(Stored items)
########################################
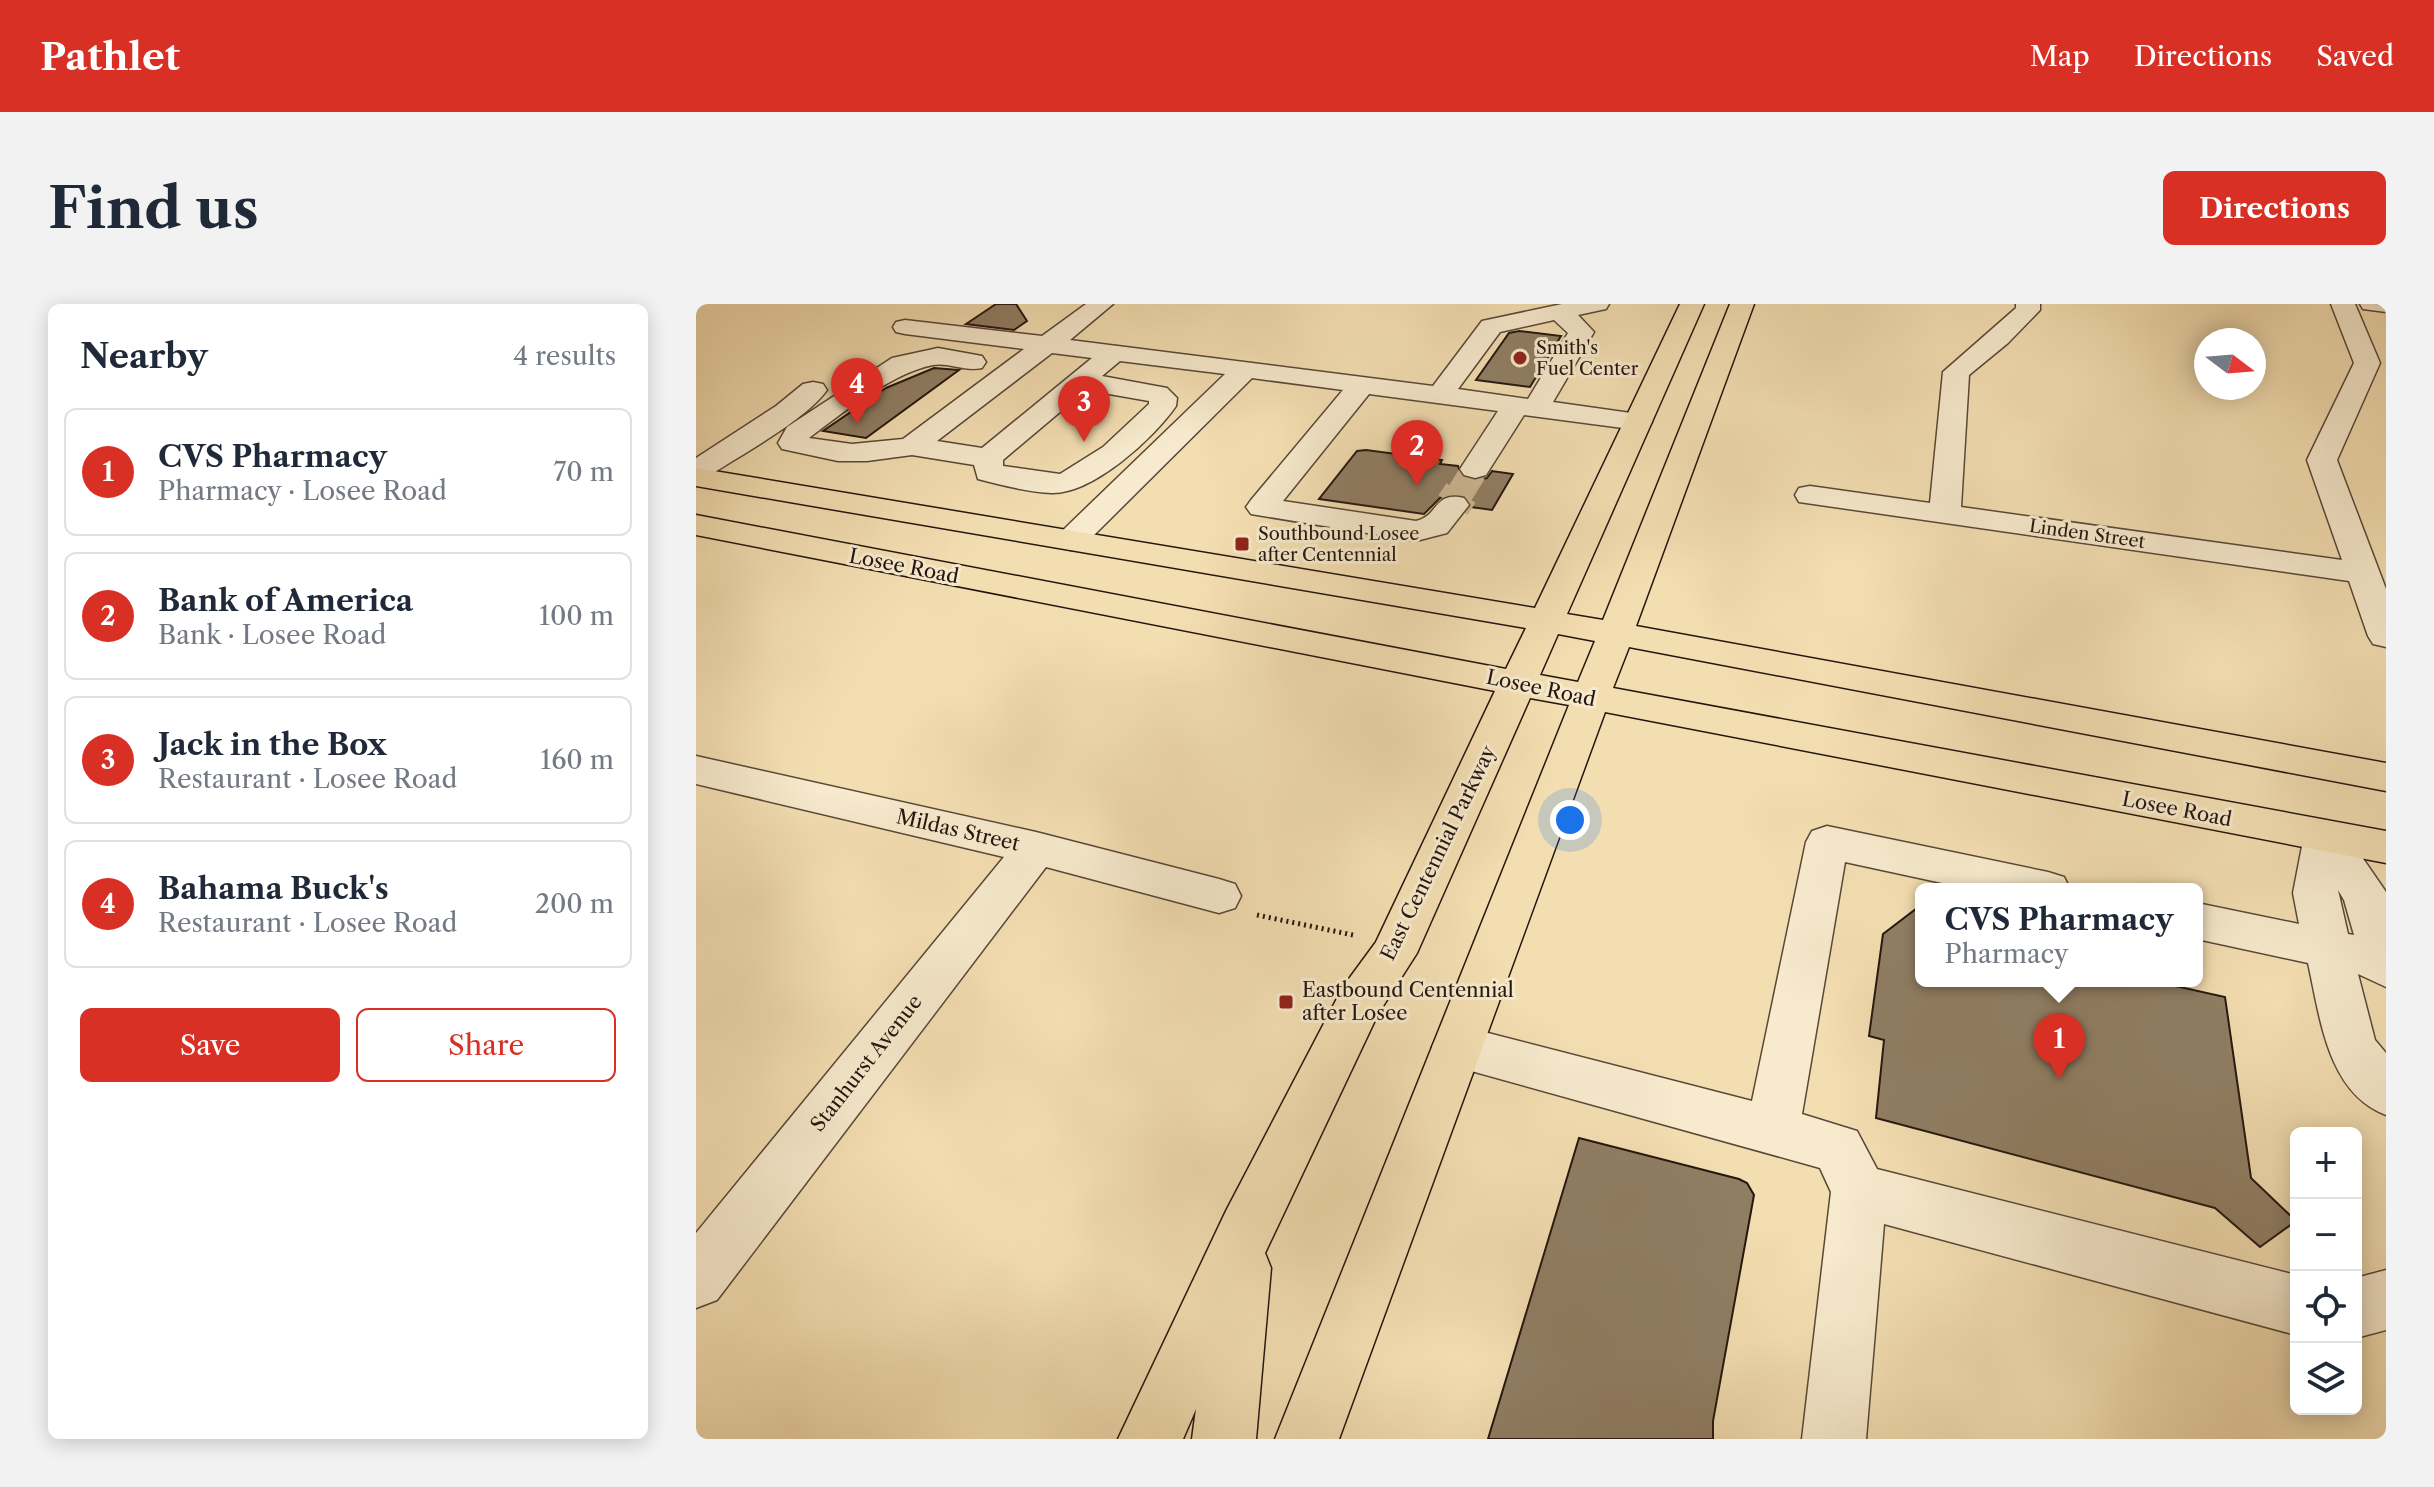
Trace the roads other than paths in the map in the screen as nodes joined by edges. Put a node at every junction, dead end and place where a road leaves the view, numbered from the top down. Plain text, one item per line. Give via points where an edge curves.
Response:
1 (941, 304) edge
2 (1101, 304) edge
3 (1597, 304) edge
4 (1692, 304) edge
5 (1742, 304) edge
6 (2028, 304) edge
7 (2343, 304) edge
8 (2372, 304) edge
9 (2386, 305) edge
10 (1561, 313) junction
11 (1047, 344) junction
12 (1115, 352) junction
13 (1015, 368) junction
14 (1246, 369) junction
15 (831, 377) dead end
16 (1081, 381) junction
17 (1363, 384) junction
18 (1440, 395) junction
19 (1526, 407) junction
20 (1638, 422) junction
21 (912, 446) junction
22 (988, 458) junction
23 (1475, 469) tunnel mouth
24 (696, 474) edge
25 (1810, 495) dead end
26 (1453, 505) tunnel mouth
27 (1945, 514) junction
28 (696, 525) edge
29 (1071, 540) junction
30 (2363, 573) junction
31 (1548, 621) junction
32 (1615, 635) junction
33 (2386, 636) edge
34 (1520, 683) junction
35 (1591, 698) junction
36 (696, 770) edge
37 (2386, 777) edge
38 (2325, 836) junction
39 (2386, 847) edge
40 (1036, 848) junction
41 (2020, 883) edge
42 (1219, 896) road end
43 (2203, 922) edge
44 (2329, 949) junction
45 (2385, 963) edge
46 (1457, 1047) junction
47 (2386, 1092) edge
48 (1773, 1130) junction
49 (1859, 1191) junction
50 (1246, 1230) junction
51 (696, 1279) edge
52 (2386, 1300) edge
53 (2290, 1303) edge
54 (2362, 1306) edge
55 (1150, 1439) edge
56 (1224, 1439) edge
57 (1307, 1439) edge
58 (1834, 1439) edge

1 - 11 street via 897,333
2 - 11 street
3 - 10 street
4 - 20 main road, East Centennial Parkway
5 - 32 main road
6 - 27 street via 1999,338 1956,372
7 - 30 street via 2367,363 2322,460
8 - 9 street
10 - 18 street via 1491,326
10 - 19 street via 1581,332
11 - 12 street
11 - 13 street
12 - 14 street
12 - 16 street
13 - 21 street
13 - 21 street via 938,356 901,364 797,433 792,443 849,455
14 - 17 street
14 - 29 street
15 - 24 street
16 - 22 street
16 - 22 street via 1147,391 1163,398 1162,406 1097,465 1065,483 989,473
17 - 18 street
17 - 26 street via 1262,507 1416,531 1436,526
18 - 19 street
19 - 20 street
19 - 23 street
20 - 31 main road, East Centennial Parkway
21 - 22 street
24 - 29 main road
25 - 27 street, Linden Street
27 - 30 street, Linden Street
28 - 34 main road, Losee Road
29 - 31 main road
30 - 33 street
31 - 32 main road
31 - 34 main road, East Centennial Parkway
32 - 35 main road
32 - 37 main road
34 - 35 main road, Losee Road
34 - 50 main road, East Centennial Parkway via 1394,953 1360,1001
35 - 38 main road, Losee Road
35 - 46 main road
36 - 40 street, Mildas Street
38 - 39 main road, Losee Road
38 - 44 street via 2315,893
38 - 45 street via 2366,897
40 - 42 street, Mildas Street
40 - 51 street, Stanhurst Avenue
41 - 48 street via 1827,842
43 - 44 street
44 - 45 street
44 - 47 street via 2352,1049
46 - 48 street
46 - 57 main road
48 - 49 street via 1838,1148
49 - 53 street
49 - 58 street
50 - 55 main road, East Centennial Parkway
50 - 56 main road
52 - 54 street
########################################
# [WHAT YOU WILL DO]
Go through the entries above and report how many lines hold the word "Losee". Nothing but the number is needed.

# [ANSWER TO THIS TASK]
4